The initiative follows a report initiated by Lord Robert Mair, president of the Institution of Civil Engineers that resulted in a policy paper “What can be done to reduce congestion caused by roadworks?”

The paper resulted from a proposal put forward by the Pipe Jacking Association, a specialist organisation involved with the installation on non-disruptive utilities in urban locations. Contributors to, and supporters of, the non-disruptive installation of urban utilities also include the UK Society for Trenchless Technology and Birmingham University’s Department of Civil Engineering, a world leader in research into non-disruptive trenchless systems for the installation of utilities.

Graeme Monteith, Pipe Jacking Association Chair, noted, “We believe that the NIC is responsive to a progressive outcome-based solution to minimising strategic urban road disruption caused by utility roadworks. Non-disruptive solutions need to be prioritised in the interests of road users, local communities and other stakeholders wherever practicable and economic”.

In an open letter to Sir John Armitt, chair of the National Infrastructure Commission, Graeme Monteith, on behalf of the consortium, notes the conflict between the requirement to install and upgrade essential utilities and the communities’ requirements for a continuous fully operational urban road network. It notes that one of our most important strategic infrastructures, key urban highways, lack coherent protection and management unlike other major transport networks such as those operated by Highways England and Network Rail.

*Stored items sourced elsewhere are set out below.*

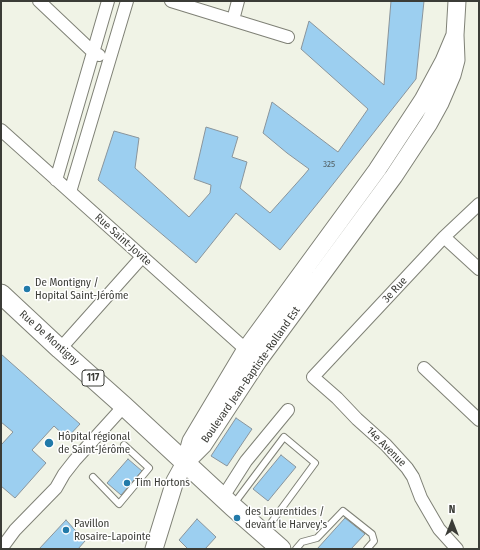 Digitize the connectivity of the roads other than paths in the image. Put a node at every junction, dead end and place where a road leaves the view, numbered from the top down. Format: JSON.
{"nodes":[{"id":1,"x":39,"y":1,"type":"edge"},
{"id":2,"x":108,"y":1,"type":"edge"},
{"id":3,"x":127,"y":1,"type":"edge"},
{"id":4,"x":171,"y":1,"type":"edge"},
{"id":5,"x":238,"y":1,"type":"edge"},
{"id":6,"x":456,"y":1,"type":"edge"},
{"id":7,"x":233,"y":20,"type":"junction"},
{"id":8,"x":455,"y":36,"type":"junction"},
{"id":9,"x":288,"y":37,"type":"dead end"},
{"id":10,"x":93,"y":52,"type":"junction"},
{"id":11,"x":109,"y":60,"type":"junction"},
{"id":12,"x":77,"y":109,"type":"junction"},
{"id":13,"x":93,"y":113,"type":"junction"},
{"id":14,"x":1,"y":130,"type":"edge"},
{"id":15,"x":380,"y":166,"type":"junction"},
{"id":16,"x":394,"y":176,"type":"junction"},
{"id":17,"x":56,"y":180,"type":"junction"},
{"id":18,"x":70,"y":192,"type":"junction"},
{"id":19,"x":479,"y":204,"type":"edge"},
{"id":20,"x":347,"y":211,"type":"junction"},
{"id":21,"x":360,"y":221,"type":"junction"},
{"id":22,"x":444,"y":237,"type":"junction"},
{"id":23,"x":142,"y":257,"type":"junction"},
{"id":24,"x":479,"y":269,"type":"edge"},
{"id":25,"x":1,"y":294,"type":"edge"},
{"id":26,"x":60,"y":349,"type":"junction"},
{"id":27,"x":252,"y":355,"type":"junction"},
{"id":28,"x":424,"y":368,"type":"dead end"},
{"id":29,"x":313,"y":377,"type":"joint"},
{"id":30,"x":124,"y":406,"type":"junction"},
{"id":31,"x":288,"y":410,"type":"dead end"},
{"id":32,"x":479,"y":420,"type":"edge"},
{"id":33,"x":124,"y":445,"type":"dead end"},
{"id":34,"x":185,"y":463,"type":"junction"},
{"id":35,"x":93,"y":477,"type":"dead end"},
{"id":36,"x":228,"y":502,"type":"junction"},
{"id":37,"x":264,"y":533,"type":"junction"},
{"id":38,"x":1,"y":549,"type":"edge"},
{"id":39,"x":154,"y":549,"type":"edge"},
{"id":40,"x":281,"y":549,"type":"edge"},
{"id":41,"x":296,"y":549,"type":"edge"},
{"id":42,"x":367,"y":549,"type":"edge"},
{"id":43,"x":456,"y":549,"type":"edge"}],
"edges":[{"from":1,"to":10,"type":"street"},
{"from":2,"to":10,"type":"street"},
{"from":3,"to":11,"type":"street"},
{"from":4,"to":7,"type":"street"},
{"from":5,"to":7,"type":"street"},
{"from":6,"to":8,"type":"street","name":"Boulevard Jean-Baptiste-Rolland Est"},
{"from":7,"to":9,"type":"street"},
{"from":8,"to":15,"type":"street","name":"Boulevard Jean-Baptiste-Rolland Est"},
{"from":8,"to":16,"type":"street","name":"Boulevard Jean-Baptiste-Rolland Est"},
{"from":10,"to":11,"type":"street"},
{"from":10,"to":12,"type":"street"},
{"from":11,"to":13,"type":"street"},
{"from":12,"to":13,"type":"street"},
{"from":12,"to":17,"type":"street"},
{"from":13,"to":18,"type":"street"},
{"from":14,"to":17,"type":"street","name":"Rue Saint-Jovite"},
{"from":15,"to":16,"type":"street"},
{"from":15,"to":20,"type":"street","name":"Boulevard Jean-Baptiste-Rolland Est"},
{"from":16,"to":21,"type":"street","name":"Boulevard Jean-Baptiste-Rolland Est"},
{"from":17,"to":18,"type":"street","name":"Rue Saint-Jovite"},
{"from":18,"to":23,"type":"street","name":"Rue Saint-Jovite"},
{"from":19,"to":22,"type":"street","name":"3e Rue"},
{"from":20,"to":21,"type":"street"},
{"from":20,"to":27,"type":"street","name":"Boulevard Jean-Baptiste-Rolland Est"},
{"from":21,"to":27,"type":"street","name":"Boulevard Jean-Baptiste-Rolland Est"},
{"from":22,"to":24,"type":"street"},
{"from":22,"to":29,"type":"street","name":"3e Rue"},
{"from":23,"to":26,"type":"street"},
{"from":23,"to":27,"type":"street","name":"Rue Saint-Jovite"},
{"from":25,"to":26,"type":"main road","name":"Rue De Montigny","number":"117"},
{"from":26,"to":30,"type":"main road","name":"Rue De Montigny","number":"117"},
{"from":27,"to":34,"type":"street","name":"Boulevard Jean-Baptiste-Rolland Est"},
{"from":28,"to":32,"type":"street"},
{"from":29,"to":43,"type":"street","name":"14e Avenue"},
{"from":30,"to":34,"type":"main road","name":"Rue De Montigny","number":"117"},
{"from":30,"to":38,"type":"street"},
{"from":31,"to":36,"type":"street"},
{"from":33,"to":35,"type":"lane"},
{"from":34,"to":36,"type":"main road","number":"117"},
{"from":34,"to":39,"type":"street","name":"Boulevard Jean-Baptiste-Rolland Est"},
{"from":36,"to":37,"type":"main road","number":"117"},
{"from":36,"to":37,"type":"lane"},
{"from":37,"to":40,"type":"main road","number":"117"},
{"from":41,"to":42,"type":"lane"}]}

The ICE Report noted other key areas to safeguard key urban roads to include a requirement for utilities to produce impact statements when carrying out works in congested urban areas, empowering highway authorities to enable them to dictate the use of non-disruptive installation and renovation techniques wherever practical and economic, and the further development of innovative technologies that can enable utility installation and renovation with minimal or no disruption to the highway infrastructure.

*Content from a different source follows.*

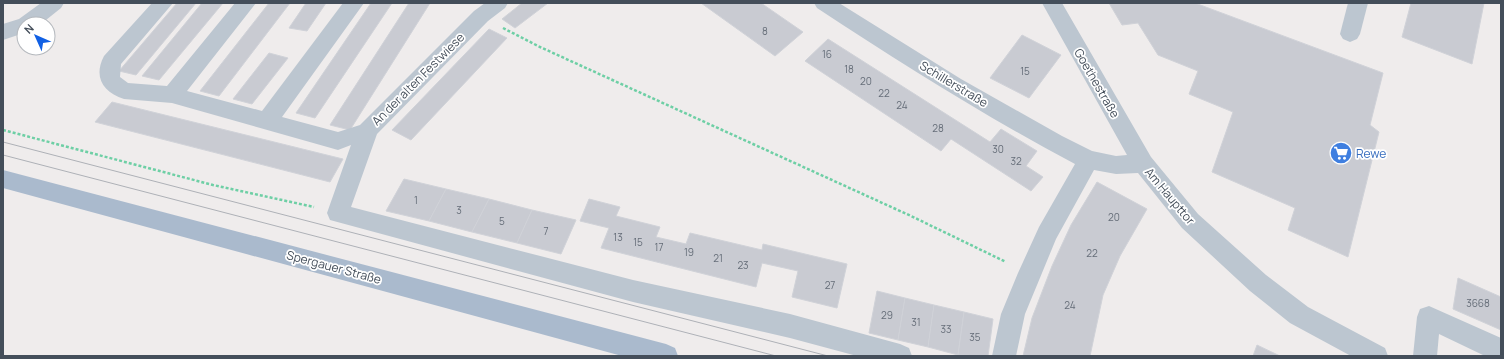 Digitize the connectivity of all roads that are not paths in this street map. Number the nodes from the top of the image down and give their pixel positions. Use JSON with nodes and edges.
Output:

In its submission the consortium urges the National Infrastructure Commission to prioritise the pressures on urban road capacity in its forthcoming infrastructure assessment. It argues that there is a strong case for government to commission a review of the management of street works, in particular the economic impacts of disruption and the appropriate regulatory incentives that apply to the utility companies, as well as the availability, costs and benefits of the engineering options that exist for minimising the disruption caused by street works - including alternatives to breaking the carriageway at all. It suggests that such a review would need to draw in not just the perspectives of highway authorities and contractors but also the utility companies and their regulators.